Epicharis densiflora is a tree in the family Meliaceae. The specific epithet densiflora means 'dense flowers'.

==Description==
The tree grows up to 45 m tall with a trunk diameter of up to 65 cm. The bark is grey-green. The sweetly scented flowers are white. The grey-green fruits are pear-shaped to spindle-shaped, measuring up to 4 cm long.

==Distribution and habitat==
Epicharis densiflora is native to Myanmar, south-central China, Thailand, the Andaman and Nicobar Islands, Peninsular Malaysia, Borneo, Sumatra, Java, Sulawesi, and the Lesser Sunda Islands. Its habitat is rain forest from sea level to 1700 m elevation.

==Culture==
It can be seen in Bali's Botanic Garden located about 50 km north of at Denpasar, the capital city of Bali.

A postage stamp was proposed to be issued by Indonesia on the rich flora and fauna of its provinces.
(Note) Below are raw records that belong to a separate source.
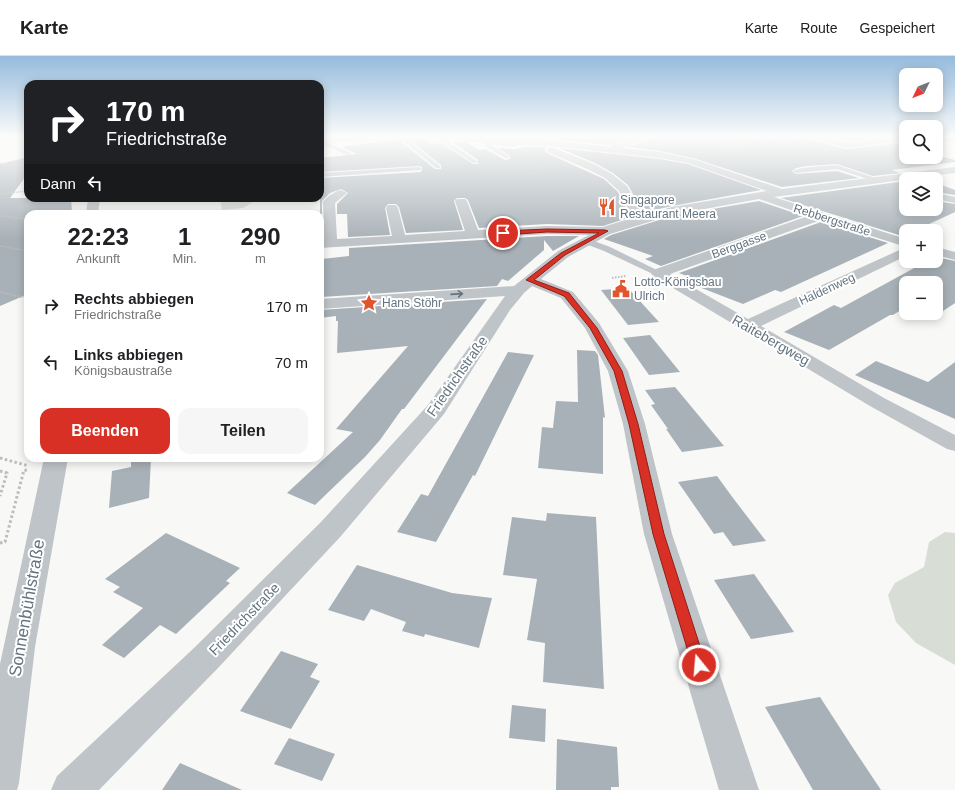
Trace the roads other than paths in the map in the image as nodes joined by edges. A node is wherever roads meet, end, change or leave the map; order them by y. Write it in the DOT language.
graph roads {
  1 [pos="382,171"];
  2 [pos="597,171"];
  3 [pos="720,171"];
  4 [pos="850,171"];
  5 [pos="945,171"];
  6 [pos="324,175"];
  7 [pos="876,180"];
  8 [pos="864,181"];
  9 [pos="899,189"];
  10 [pos="781,192"];
  11 [pos="341,193"];
  12 [pos="758,195"];
  13 [pos="943,197"];
  14 [pos="461,200"];
  15 [pos="955,200"];
  16 [pos="392,208"];
  17 [pos="648,216"];
  18 [pos="819,216"];
  19 [pos="605,231"];
  20 [pos="473,235"];
  21 [pos="399,239"];
  22 [pos="586,241"];
  23 [pos="899,241"];
  24 [pos="326,244"];
  25 [pos="943,253"];
  26 [pos="899,254"];
  27 [pos="955,256"];
  28 [pos="658,273"];
  29 [pos="524,285"];
  30 [pos="324,304"];
  31 [pos="747,326"];
  32 [pos="955,444"];
  33 [pos="54,466"];
  34 [pos="0,783"];
  35 [pos="71,790"];
  36 [pos="739,790"];
  1 -- 6 [label="lane"];
  2 -- 17 [label="street"];
  3 -- 10 [label="street"];
  4 -- 7 [label="lane"];
  5 -- 7 [label="street, Friedrichstraße"];
  7 -- 8 [label="street, Friedrichstraße"];
  8 -- 9 [label="street"];
  8 -- 10 [label="street, Friedrichstraße"];
  10 -- 12 [label="street, Friedrichstraße"];
  11 -- 24 [label="street"];
  12 -- 17 [label="street, Friedrichstraße"];
  12 -- 18 [label="street, Rebbergstraße"];
  13 -- 15 [label="street"];
  14 -- 20 [label="street"];
  16 -- 21 [label="street"];
  17 -- 19 [label="street, Friedrichstraße"];
  18 -- 23 [label="street, Rebbergstraße"];
  18 -- 28 [label="street, Berggasse"];
  19 -- 20 [label="street"];
  19 -- 22 [label="street, Friedrichstraße"];
  20 -- 21 [label="street"];
  21 -- 24 [label="street"];
  22 -- 28 [label="lane, Raitebergweg"];
  22 -- 29 [label="street, Friedrichstraße"];
  25 -- 27 [label="street"];
  26 -- 31 [label="street, Haldenweg"];
  28 -- 31 [label="street, Raitebergweg"];
  30 -- 29 [label="street, one-way"];
  29 -- 35 [label="street, Friedrichstraße"];
  29 -- 36 [label="street"];
  31 -- 32 [label="street, Raitebergweg"];
  33 -- 34 [label="street, Sonnenbühlstraße"];
}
It was proposed to issue 33 stamps in succession between 2008 and 2011. In 2008 the series issued represented the province of Bali with the stamp depicting this tree (known as majegau in Indonesian) and the Bali starling (Leucopsar rothschildi).

The timber of majegau is strong and decorative, and is one of the woods that is used in traditional Bali carvings.